(Stored items)

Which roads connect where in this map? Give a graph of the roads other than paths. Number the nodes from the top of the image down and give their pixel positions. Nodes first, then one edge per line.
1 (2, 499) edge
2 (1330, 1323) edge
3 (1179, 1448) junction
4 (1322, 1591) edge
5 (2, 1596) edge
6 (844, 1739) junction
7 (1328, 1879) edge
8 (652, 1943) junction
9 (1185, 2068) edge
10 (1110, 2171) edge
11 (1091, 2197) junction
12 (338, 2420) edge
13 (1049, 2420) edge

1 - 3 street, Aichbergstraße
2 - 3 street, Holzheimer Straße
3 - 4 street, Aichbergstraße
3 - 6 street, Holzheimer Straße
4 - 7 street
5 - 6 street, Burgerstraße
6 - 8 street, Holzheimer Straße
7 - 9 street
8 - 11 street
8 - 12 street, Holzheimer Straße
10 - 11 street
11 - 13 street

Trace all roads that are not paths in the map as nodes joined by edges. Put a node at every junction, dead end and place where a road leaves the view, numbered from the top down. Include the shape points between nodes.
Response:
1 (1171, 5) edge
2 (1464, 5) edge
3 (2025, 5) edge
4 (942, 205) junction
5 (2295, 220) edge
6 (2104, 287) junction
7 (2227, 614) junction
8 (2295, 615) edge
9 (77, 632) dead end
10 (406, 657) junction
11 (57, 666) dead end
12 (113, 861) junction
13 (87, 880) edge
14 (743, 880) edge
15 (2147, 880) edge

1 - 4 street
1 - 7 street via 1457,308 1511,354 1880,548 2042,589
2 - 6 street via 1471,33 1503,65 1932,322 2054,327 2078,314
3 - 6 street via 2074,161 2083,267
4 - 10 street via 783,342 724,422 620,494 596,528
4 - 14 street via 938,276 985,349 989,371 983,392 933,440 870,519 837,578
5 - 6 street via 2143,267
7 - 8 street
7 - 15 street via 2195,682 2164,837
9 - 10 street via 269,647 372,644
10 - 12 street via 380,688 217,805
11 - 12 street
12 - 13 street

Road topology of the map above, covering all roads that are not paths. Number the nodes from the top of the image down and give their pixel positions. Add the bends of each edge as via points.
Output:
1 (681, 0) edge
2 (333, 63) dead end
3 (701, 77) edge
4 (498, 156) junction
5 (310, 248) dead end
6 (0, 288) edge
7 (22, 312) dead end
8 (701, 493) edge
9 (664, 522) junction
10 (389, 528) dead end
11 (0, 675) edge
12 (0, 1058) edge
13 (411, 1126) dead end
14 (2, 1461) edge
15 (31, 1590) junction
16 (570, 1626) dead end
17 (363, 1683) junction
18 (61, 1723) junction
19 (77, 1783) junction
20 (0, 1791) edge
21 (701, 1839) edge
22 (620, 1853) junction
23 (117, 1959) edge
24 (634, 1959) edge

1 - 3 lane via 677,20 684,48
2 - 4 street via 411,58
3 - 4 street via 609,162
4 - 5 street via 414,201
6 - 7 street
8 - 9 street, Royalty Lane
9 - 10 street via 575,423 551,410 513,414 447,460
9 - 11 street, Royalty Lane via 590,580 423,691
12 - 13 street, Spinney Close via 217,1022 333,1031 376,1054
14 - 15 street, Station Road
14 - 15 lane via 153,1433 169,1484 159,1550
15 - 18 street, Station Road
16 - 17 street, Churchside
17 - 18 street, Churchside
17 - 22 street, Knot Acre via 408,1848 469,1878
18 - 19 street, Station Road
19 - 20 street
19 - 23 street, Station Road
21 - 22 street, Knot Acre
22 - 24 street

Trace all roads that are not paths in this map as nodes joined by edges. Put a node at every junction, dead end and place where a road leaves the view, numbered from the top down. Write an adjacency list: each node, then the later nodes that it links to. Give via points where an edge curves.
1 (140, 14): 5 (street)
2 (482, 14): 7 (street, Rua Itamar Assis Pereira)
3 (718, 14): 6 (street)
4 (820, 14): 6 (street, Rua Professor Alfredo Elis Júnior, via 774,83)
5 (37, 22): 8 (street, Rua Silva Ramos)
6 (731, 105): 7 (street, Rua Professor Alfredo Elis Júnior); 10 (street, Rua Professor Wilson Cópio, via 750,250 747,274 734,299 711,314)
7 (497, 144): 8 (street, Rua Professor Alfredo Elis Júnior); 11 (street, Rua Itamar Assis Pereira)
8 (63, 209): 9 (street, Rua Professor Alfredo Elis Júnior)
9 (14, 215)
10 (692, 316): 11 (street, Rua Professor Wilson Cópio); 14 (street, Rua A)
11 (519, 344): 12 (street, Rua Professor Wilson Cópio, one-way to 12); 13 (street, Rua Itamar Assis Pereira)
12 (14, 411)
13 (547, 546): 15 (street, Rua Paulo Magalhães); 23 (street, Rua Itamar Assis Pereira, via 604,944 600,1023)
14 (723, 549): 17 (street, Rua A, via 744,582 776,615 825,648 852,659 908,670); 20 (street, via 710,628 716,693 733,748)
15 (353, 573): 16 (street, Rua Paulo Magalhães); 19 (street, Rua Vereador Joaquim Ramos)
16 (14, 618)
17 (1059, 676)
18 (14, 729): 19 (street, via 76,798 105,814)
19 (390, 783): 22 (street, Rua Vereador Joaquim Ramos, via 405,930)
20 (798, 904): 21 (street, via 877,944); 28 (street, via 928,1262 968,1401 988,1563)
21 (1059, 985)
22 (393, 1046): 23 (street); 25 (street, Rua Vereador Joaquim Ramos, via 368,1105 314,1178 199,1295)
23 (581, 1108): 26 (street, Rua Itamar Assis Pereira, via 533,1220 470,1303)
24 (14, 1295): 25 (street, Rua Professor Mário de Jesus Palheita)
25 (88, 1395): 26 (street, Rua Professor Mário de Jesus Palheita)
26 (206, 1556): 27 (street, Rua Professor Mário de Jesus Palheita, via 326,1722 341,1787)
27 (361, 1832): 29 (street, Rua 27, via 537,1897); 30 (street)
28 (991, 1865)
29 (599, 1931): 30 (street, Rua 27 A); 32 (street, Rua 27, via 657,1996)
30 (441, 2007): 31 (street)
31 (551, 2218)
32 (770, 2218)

→ What the task asks
Reproduce the entries so that each line reads exactly as it did before.

→ Written solution
Which roads connect where in this map? Give a graph of the roads other than paths. Number the nodes from the top of the image down and give their pixel positions. Nodes first, then one edge per line.
1 (2, 499) edge
2 (1330, 1323) edge
3 (1179, 1448) junction
4 (1322, 1591) edge
5 (2, 1596) edge
6 (844, 1739) junction
7 (1328, 1879) edge
8 (652, 1943) junction
9 (1185, 2068) edge
10 (1110, 2171) edge
11 (1091, 2197) junction
12 (338, 2420) edge
13 (1049, 2420) edge

1 - 3 street, Aichbergstraße
2 - 3 street, Holzheimer Straße
3 - 4 street, Aichbergstraße
3 - 6 street, Holzheimer Straße
4 - 7 street
5 - 6 street, Burgerstraße
6 - 8 street, Holzheimer Straße
7 - 9 street
8 - 11 street
8 - 12 street, Holzheimer Straße
10 - 11 street
11 - 13 street

Trace all roads that are not paths in the map as nodes joined by edges. Put a node at every junction, dead end and place where a road leaves the view, numbered from the top down. Include the shape points between nodes.
Response:
1 (1171, 5) edge
2 (1464, 5) edge
3 (2025, 5) edge
4 (942, 205) junction
5 (2295, 220) edge
6 (2104, 287) junction
7 (2227, 614) junction
8 (2295, 615) edge
9 (77, 632) dead end
10 (406, 657) junction
11 (57, 666) dead end
12 (113, 861) junction
13 (87, 880) edge
14 (743, 880) edge
15 (2147, 880) edge

1 - 4 street
1 - 7 street via 1457,308 1511,354 1880,548 2042,589
2 - 6 street via 1471,33 1503,65 1932,322 2054,327 2078,314
3 - 6 street via 2074,161 2083,267
4 - 10 street via 783,342 724,422 620,494 596,528
4 - 14 street via 938,276 985,349 989,371 983,392 933,440 870,519 837,578
5 - 6 street via 2143,267
7 - 8 street
7 - 15 street via 2195,682 2164,837
9 - 10 street via 269,647 372,644
10 - 12 street via 380,688 217,805
11 - 12 street
12 - 13 street

Road topology of the map above, covering all roads that are not paths. Number the nodes from the top of the image down and give their pixel positions. Add the bends of each edge as via points.
Output:
1 (681, 0) edge
2 (333, 63) dead end
3 (701, 77) edge
4 (498, 156) junction
5 (310, 248) dead end
6 (0, 288) edge
7 (22, 312) dead end
8 (701, 493) edge
9 (664, 522) junction
10 (389, 528) dead end
11 (0, 675) edge
12 (0, 1058) edge
13 (411, 1126) dead end
14 (2, 1461) edge
15 (31, 1590) junction
16 (570, 1626) dead end
17 (363, 1683) junction
18 (61, 1723) junction
19 (77, 1783) junction
20 (0, 1791) edge
21 (701, 1839) edge
22 (620, 1853) junction
23 (117, 1959) edge
24 (634, 1959) edge

1 - 3 lane via 677,20 684,48
2 - 4 street via 411,58
3 - 4 street via 609,162
4 - 5 street via 414,201
6 - 7 street
8 - 9 street, Royalty Lane
9 - 10 street via 575,423 551,410 513,414 447,460
9 - 11 street, Royalty Lane via 590,580 423,691
12 - 13 street, Spinney Close via 217,1022 333,1031 376,1054
14 - 15 street, Station Road
14 - 15 lane via 153,1433 169,1484 159,1550
15 - 18 street, Station Road
16 - 17 street, Churchside
17 - 18 street, Churchside
17 - 22 street, Knot Acre via 408,1848 469,1878
18 - 19 street, Station Road
19 - 20 street
19 - 23 street, Station Road
21 - 22 street, Knot Acre
22 - 24 street

Trace all roads that are not paths in this map as nodes joined by edges. Put a node at every junction, dead end and place where a road leaves the view, numbered from the top down. Write an adjacency list: each node, then the later nodes that it links to. Give via points where an edge curves.
1 (140, 14): 5 (street)
2 (482, 14): 7 (street, Rua Itamar Assis Pereira)
3 (718, 14): 6 (street)
4 (820, 14): 6 (street, Rua Professor Alfredo Elis Júnior, via 774,83)
5 (37, 22): 8 (street, Rua Silva Ramos)
6 (731, 105): 7 (street, Rua Professor Alfredo Elis Júnior); 10 (street, Rua Professor Wilson Cópio, via 750,250 747,274 734,299 711,314)
7 (497, 144): 8 (street, Rua Professor Alfredo Elis Júnior); 11 (street, Rua Itamar Assis Pereira)
8 (63, 209): 9 (street, Rua Professor Alfredo Elis Júnior)
9 (14, 215)
10 (692, 316): 11 (street, Rua Professor Wilson Cópio); 14 (street, Rua A)
11 (519, 344): 12 (street, Rua Professor Wilson Cópio, one-way to 12); 13 (street, Rua Itamar Assis Pereira)
12 (14, 411)
13 (547, 546): 15 (street, Rua Paulo Magalhães); 23 (street, Rua Itamar Assis Pereira, via 604,944 600,1023)
14 (723, 549): 17 (street, Rua A, via 744,582 776,615 825,648 852,659 908,670); 20 (street, via 710,628 716,693 733,748)
15 (353, 573): 16 (street, Rua Paulo Magalhães); 19 (street, Rua Vereador Joaquim Ramos)
16 (14, 618)
17 (1059, 676)
18 (14, 729): 19 (street, via 76,798 105,814)
19 (390, 783): 22 (street, Rua Vereador Joaquim Ramos, via 405,930)
20 (798, 904): 21 (street, via 877,944); 28 (street, via 928,1262 968,1401 988,1563)
21 (1059, 985)
22 (393, 1046): 23 (street); 25 (street, Rua Vereador Joaquim Ramos, via 368,1105 314,1178 199,1295)
23 (581, 1108): 26 (street, Rua Itamar Assis Pereira, via 533,1220 470,1303)
24 (14, 1295): 25 (street, Rua Professor Mário de Jesus Palheita)
25 (88, 1395): 26 (street, Rua Professor Mário de Jesus Palheita)
26 (206, 1556): 27 (street, Rua Professor Mário de Jesus Palheita, via 326,1722 341,1787)
27 (361, 1832): 29 (street, Rua 27, via 537,1897); 30 (street)
28 (991, 1865)
29 (599, 1931): 30 (street, Rua 27 A); 32 (street, Rua 27, via 657,1996)
30 (441, 2007): 31 (street)
31 (551, 2218)
32 (770, 2218)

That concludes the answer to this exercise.